### PROBLEM DESCRIPTION
Every entry below should appear in the answer exactly as written, apart from the pictures.

- - - -

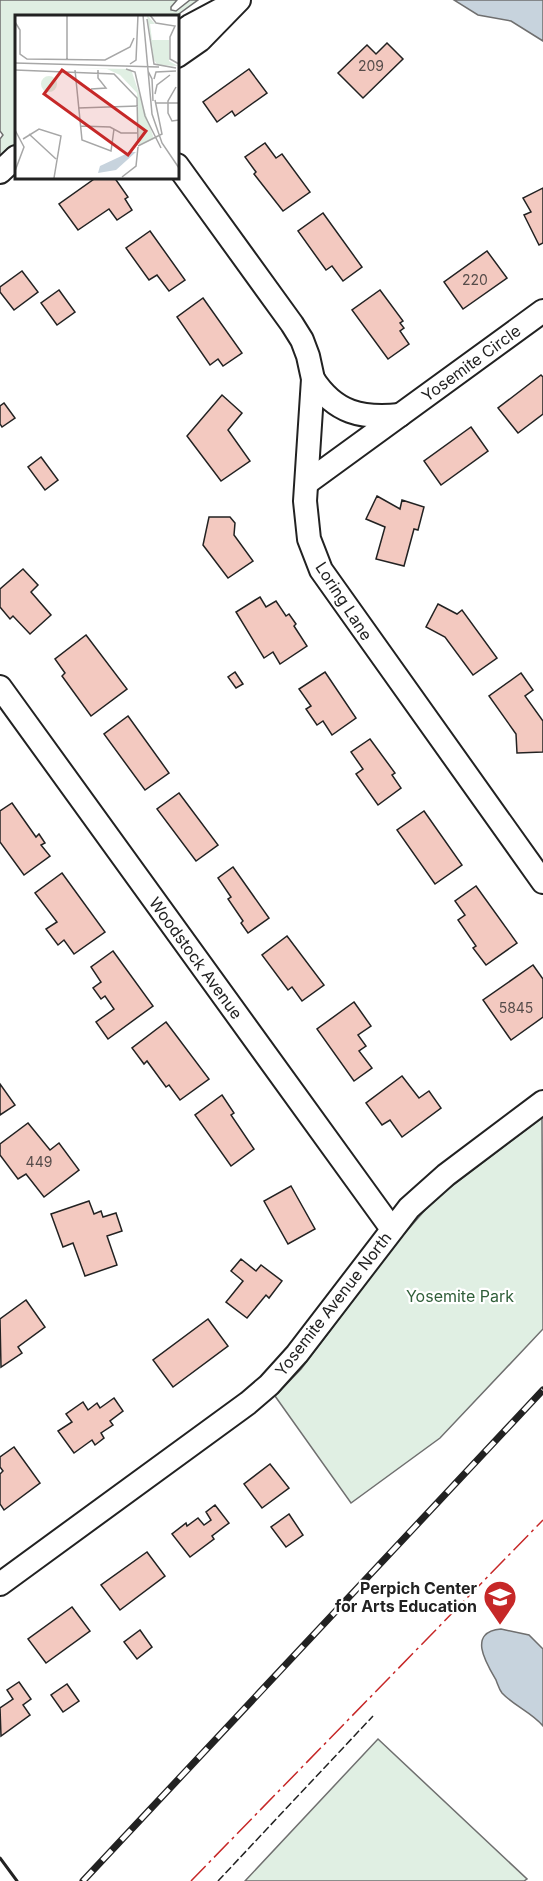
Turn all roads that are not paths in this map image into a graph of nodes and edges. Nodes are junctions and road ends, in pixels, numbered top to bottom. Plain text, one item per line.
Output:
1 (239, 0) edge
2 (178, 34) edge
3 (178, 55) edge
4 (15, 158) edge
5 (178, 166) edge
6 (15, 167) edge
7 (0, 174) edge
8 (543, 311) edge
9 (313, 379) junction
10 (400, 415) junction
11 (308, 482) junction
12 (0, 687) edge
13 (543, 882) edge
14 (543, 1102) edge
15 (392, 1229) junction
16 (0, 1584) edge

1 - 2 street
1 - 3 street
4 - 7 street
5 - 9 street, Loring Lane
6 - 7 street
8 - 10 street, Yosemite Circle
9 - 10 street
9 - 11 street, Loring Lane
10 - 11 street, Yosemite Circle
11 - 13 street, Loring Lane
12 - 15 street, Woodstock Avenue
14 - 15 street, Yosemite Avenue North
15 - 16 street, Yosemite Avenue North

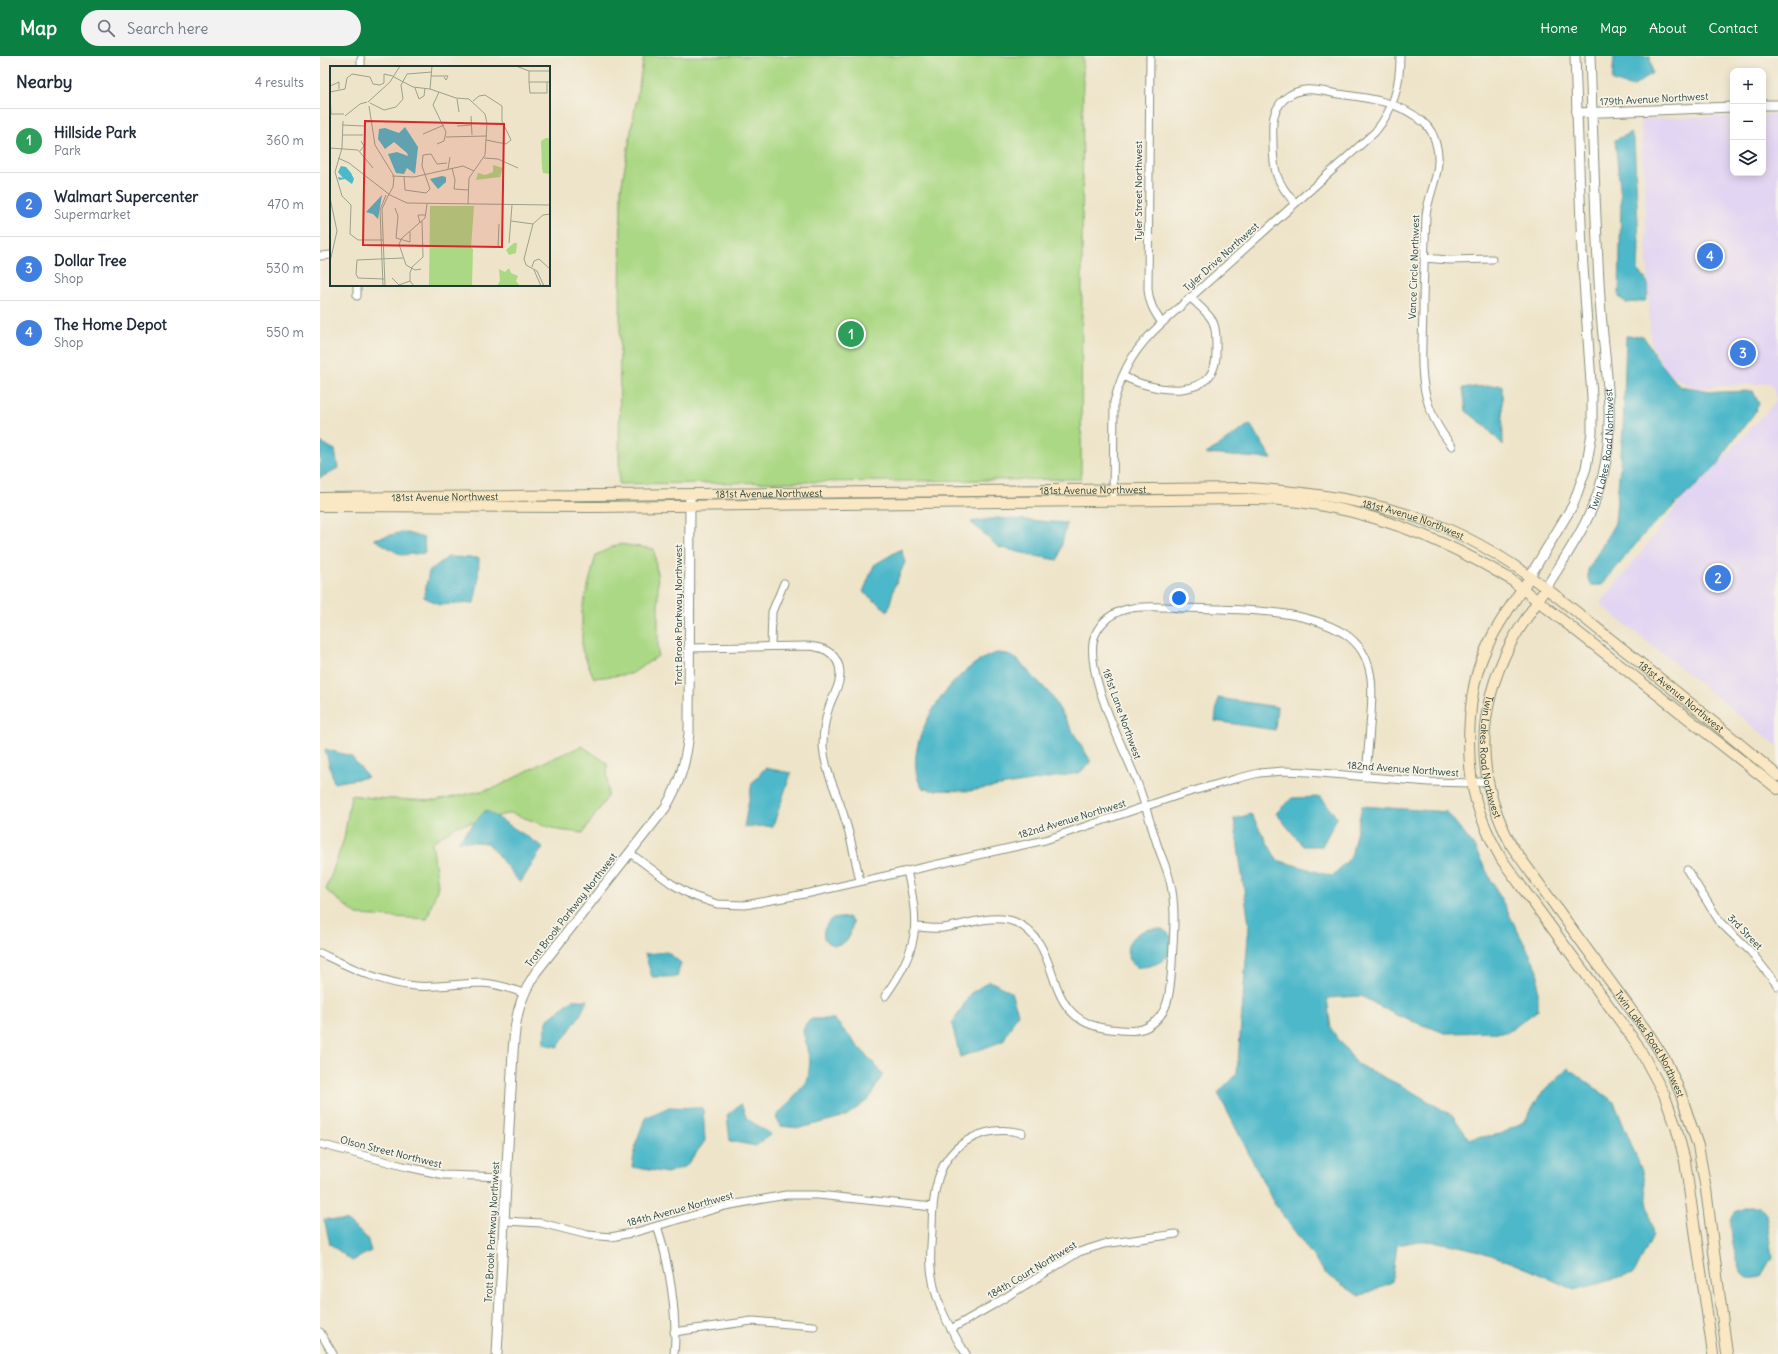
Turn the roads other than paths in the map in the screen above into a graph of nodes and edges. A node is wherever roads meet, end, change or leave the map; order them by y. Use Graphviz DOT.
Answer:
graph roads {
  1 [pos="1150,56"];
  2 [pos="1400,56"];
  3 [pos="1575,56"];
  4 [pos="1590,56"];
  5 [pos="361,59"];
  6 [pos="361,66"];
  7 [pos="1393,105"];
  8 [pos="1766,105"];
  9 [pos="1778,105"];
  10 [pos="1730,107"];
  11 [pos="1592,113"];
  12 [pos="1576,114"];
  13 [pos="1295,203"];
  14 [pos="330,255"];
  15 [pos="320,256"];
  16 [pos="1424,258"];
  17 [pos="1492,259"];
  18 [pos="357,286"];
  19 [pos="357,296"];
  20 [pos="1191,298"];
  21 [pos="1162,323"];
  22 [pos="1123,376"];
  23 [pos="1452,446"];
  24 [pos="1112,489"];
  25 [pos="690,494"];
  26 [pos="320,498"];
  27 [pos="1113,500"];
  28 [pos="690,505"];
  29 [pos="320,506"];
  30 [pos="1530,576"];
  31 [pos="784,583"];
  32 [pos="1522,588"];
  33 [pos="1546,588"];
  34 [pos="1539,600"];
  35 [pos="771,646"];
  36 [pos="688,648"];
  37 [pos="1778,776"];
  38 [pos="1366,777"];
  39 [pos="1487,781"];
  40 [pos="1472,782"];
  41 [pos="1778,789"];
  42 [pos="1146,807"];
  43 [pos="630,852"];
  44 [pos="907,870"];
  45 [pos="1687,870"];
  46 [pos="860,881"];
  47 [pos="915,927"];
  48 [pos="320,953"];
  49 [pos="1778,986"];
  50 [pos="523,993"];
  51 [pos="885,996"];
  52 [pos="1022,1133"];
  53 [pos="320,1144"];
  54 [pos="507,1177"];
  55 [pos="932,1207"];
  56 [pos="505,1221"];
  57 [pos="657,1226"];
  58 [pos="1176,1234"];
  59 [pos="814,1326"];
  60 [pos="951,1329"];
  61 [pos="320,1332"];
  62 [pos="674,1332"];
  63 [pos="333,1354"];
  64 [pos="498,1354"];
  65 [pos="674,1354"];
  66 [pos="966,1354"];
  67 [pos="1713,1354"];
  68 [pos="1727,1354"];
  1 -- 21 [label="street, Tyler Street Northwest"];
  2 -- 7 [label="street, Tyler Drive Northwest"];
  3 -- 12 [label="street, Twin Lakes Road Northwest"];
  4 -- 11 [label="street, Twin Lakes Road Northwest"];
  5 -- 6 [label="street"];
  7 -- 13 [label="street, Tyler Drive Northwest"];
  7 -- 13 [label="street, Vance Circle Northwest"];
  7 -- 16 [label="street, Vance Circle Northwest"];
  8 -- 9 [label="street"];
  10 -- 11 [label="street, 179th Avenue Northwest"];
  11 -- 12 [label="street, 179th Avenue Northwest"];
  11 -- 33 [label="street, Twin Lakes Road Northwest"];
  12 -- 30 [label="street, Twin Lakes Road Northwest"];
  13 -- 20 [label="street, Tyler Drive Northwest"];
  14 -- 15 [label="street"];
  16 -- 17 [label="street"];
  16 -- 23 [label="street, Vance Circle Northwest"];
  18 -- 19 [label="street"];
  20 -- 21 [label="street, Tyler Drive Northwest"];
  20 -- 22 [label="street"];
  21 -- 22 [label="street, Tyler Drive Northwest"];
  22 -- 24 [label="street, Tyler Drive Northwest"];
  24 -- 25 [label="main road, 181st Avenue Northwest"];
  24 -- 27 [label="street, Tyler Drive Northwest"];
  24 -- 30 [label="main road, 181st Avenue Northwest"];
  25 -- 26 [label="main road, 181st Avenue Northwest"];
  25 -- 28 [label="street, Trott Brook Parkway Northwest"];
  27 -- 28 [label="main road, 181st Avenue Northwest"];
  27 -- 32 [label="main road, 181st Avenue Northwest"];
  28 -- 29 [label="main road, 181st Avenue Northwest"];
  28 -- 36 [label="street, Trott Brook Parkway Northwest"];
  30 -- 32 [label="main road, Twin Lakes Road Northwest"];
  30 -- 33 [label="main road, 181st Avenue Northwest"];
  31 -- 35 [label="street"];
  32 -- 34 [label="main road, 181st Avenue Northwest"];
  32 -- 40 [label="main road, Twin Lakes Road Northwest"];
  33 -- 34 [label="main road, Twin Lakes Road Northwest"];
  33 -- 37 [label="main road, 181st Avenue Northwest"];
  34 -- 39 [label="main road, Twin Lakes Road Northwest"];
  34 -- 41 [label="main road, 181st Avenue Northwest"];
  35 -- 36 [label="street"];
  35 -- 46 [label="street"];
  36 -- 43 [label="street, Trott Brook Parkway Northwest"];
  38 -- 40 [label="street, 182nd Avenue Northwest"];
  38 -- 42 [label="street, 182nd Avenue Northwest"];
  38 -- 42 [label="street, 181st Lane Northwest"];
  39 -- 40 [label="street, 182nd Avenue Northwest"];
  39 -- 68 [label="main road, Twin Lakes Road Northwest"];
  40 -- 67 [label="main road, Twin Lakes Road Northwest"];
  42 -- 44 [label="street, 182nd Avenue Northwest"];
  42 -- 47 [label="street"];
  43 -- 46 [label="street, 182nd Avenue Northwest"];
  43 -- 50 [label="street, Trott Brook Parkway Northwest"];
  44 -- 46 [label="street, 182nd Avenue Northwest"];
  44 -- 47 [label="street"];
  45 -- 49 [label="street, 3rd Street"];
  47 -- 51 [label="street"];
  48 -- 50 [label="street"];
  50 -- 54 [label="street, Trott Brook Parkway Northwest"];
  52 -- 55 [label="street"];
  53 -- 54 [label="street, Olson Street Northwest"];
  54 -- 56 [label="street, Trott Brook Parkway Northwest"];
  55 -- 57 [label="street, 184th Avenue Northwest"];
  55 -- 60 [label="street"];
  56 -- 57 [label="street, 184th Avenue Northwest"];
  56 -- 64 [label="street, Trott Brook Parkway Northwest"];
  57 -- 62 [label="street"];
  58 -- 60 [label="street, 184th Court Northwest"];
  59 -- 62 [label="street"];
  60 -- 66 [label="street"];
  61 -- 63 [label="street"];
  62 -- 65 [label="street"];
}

- - - -

### OUTPUT OF THE EXERCISE
Turn all roads that are not paths in this map image into a graph of nodes and edges. Nodes are junctions and road ends, in pixels, numbered top to bottom. Plain text, one item per line.
Output:
1 (239, 0) edge
2 (178, 34) edge
3 (178, 55) edge
4 (15, 158) edge
5 (178, 166) edge
6 (15, 167) edge
7 (0, 174) edge
8 (543, 311) edge
9 (313, 379) junction
10 (400, 415) junction
11 (308, 482) junction
12 (0, 687) edge
13 (543, 882) edge
14 (543, 1102) edge
15 (392, 1229) junction
16 (0, 1584) edge

1 - 2 street
1 - 3 street
4 - 7 street
5 - 9 street, Loring Lane
6 - 7 street
8 - 10 street, Yosemite Circle
9 - 10 street
9 - 11 street, Loring Lane
10 - 11 street, Yosemite Circle
11 - 13 street, Loring Lane
12 - 15 street, Woodstock Avenue
14 - 15 street, Yosemite Avenue North
15 - 16 street, Yosemite Avenue North

Turn the roads other than paths in the map in the screen above into a graph of nodes and edges. A node is wherever roads meet, end, change or leave the map; order them by y. Use Graphviz DOT.
Answer:
graph roads {
  1 [pos="1150,56"];
  2 [pos="1400,56"];
  3 [pos="1575,56"];
  4 [pos="1590,56"];
  5 [pos="361,59"];
  6 [pos="361,66"];
  7 [pos="1393,105"];
  8 [pos="1766,105"];
  9 [pos="1778,105"];
  10 [pos="1730,107"];
  11 [pos="1592,113"];
  12 [pos="1576,114"];
  13 [pos="1295,203"];
  14 [pos="330,255"];
  15 [pos="320,256"];
  16 [pos="1424,258"];
  17 [pos="1492,259"];
  18 [pos="357,286"];
  19 [pos="357,296"];
  20 [pos="1191,298"];
  21 [pos="1162,323"];
  22 [pos="1123,376"];
  23 [pos="1452,446"];
  24 [pos="1112,489"];
  25 [pos="690,494"];
  26 [pos="320,498"];
  27 [pos="1113,500"];
  28 [pos="690,505"];
  29 [pos="320,506"];
  30 [pos="1530,576"];
  31 [pos="784,583"];
  32 [pos="1522,588"];
  33 [pos="1546,588"];
  34 [pos="1539,600"];
  35 [pos="771,646"];
  36 [pos="688,648"];
  37 [pos="1778,776"];
  38 [pos="1366,777"];
  39 [pos="1487,781"];
  40 [pos="1472,782"];
  41 [pos="1778,789"];
  42 [pos="1146,807"];
  43 [pos="630,852"];
  44 [pos="907,870"];
  45 [pos="1687,870"];
  46 [pos="860,881"];
  47 [pos="915,927"];
  48 [pos="320,953"];
  49 [pos="1778,986"];
  50 [pos="523,993"];
  51 [pos="885,996"];
  52 [pos="1022,1133"];
  53 [pos="320,1144"];
  54 [pos="507,1177"];
  55 [pos="932,1207"];
  56 [pos="505,1221"];
  57 [pos="657,1226"];
  58 [pos="1176,1234"];
  59 [pos="814,1326"];
  60 [pos="951,1329"];
  61 [pos="320,1332"];
  62 [pos="674,1332"];
  63 [pos="333,1354"];
  64 [pos="498,1354"];
  65 [pos="674,1354"];
  66 [pos="966,1354"];
  67 [pos="1713,1354"];
  68 [pos="1727,1354"];
  1 -- 21 [label="street, Tyler Street Northwest"];
  2 -- 7 [label="street, Tyler Drive Northwest"];
  3 -- 12 [label="street, Twin Lakes Road Northwest"];
  4 -- 11 [label="street, Twin Lakes Road Northwest"];
  5 -- 6 [label="street"];
  7 -- 13 [label="street, Tyler Drive Northwest"];
  7 -- 13 [label="street, Vance Circle Northwest"];
  7 -- 16 [label="street, Vance Circle Northwest"];
  8 -- 9 [label="street"];
  10 -- 11 [label="street, 179th Avenue Northwest"];
  11 -- 12 [label="street, 179th Avenue Northwest"];
  11 -- 33 [label="street, Twin Lakes Road Northwest"];
  12 -- 30 [label="street, Twin Lakes Road Northwest"];
  13 -- 20 [label="street, Tyler Drive Northwest"];
  14 -- 15 [label="street"];
  16 -- 17 [label="street"];
  16 -- 23 [label="street, Vance Circle Northwest"];
  18 -- 19 [label="street"];
  20 -- 21 [label="street, Tyler Drive Northwest"];
  20 -- 22 [label="street"];
  21 -- 22 [label="street, Tyler Drive Northwest"];
  22 -- 24 [label="street, Tyler Drive Northwest"];
  24 -- 25 [label="main road, 181st Avenue Northwest"];
  24 -- 27 [label="street, Tyler Drive Northwest"];
  24 -- 30 [label="main road, 181st Avenue Northwest"];
  25 -- 26 [label="main road, 181st Avenue Northwest"];
  25 -- 28 [label="street, Trott Brook Parkway Northwest"];
  27 -- 28 [label="main road, 181st Avenue Northwest"];
  27 -- 32 [label="main road, 181st Avenue Northwest"];
  28 -- 29 [label="main road, 181st Avenue Northwest"];
  28 -- 36 [label="street, Trott Brook Parkway Northwest"];
  30 -- 32 [label="main road, Twin Lakes Road Northwest"];
  30 -- 33 [label="main road, 181st Avenue Northwest"];
  31 -- 35 [label="street"];
  32 -- 34 [label="main road, 181st Avenue Northwest"];
  32 -- 40 [label="main road, Twin Lakes Road Northwest"];
  33 -- 34 [label="main road, Twin Lakes Road Northwest"];
  33 -- 37 [label="main road, 181st Avenue Northwest"];
  34 -- 39 [label="main road, Twin Lakes Road Northwest"];
  34 -- 41 [label="main road, 181st Avenue Northwest"];
  35 -- 36 [label="street"];
  35 -- 46 [label="street"];
  36 -- 43 [label="street, Trott Brook Parkway Northwest"];
  38 -- 40 [label="street, 182nd Avenue Northwest"];
  38 -- 42 [label="street, 182nd Avenue Northwest"];
  38 -- 42 [label="street, 181st Lane Northwest"];
  39 -- 40 [label="street, 182nd Avenue Northwest"];
  39 -- 68 [label="main road, Twin Lakes Road Northwest"];
  40 -- 67 [label="main road, Twin Lakes Road Northwest"];
  42 -- 44 [label="street, 182nd Avenue Northwest"];
  42 -- 47 [label="street"];
  43 -- 46 [label="street, 182nd Avenue Northwest"];
  43 -- 50 [label="street, Trott Brook Parkway Northwest"];
  44 -- 46 [label="street, 182nd Avenue Northwest"];
  44 -- 47 [label="street"];
  45 -- 49 [label="street, 3rd Street"];
  47 -- 51 [label="street"];
  48 -- 50 [label="street"];
  50 -- 54 [label="street, Trott Brook Parkway Northwest"];
  52 -- 55 [label="street"];
  53 -- 54 [label="street, Olson Street Northwest"];
  54 -- 56 [label="street, Trott Brook Parkway Northwest"];
  55 -- 57 [label="street, 184th Avenue Northwest"];
  55 -- 60 [label="street"];
  56 -- 57 [label="street, 184th Avenue Northwest"];
  56 -- 64 [label="street, Trott Brook Parkway Northwest"];
  57 -- 62 [label="street"];
  58 -- 60 [label="street, 184th Court Northwest"];
  59 -- 62 [label="street"];
  60 -- 66 [label="street"];
  61 -- 63 [label="street"];
  62 -- 65 [label="street"];
}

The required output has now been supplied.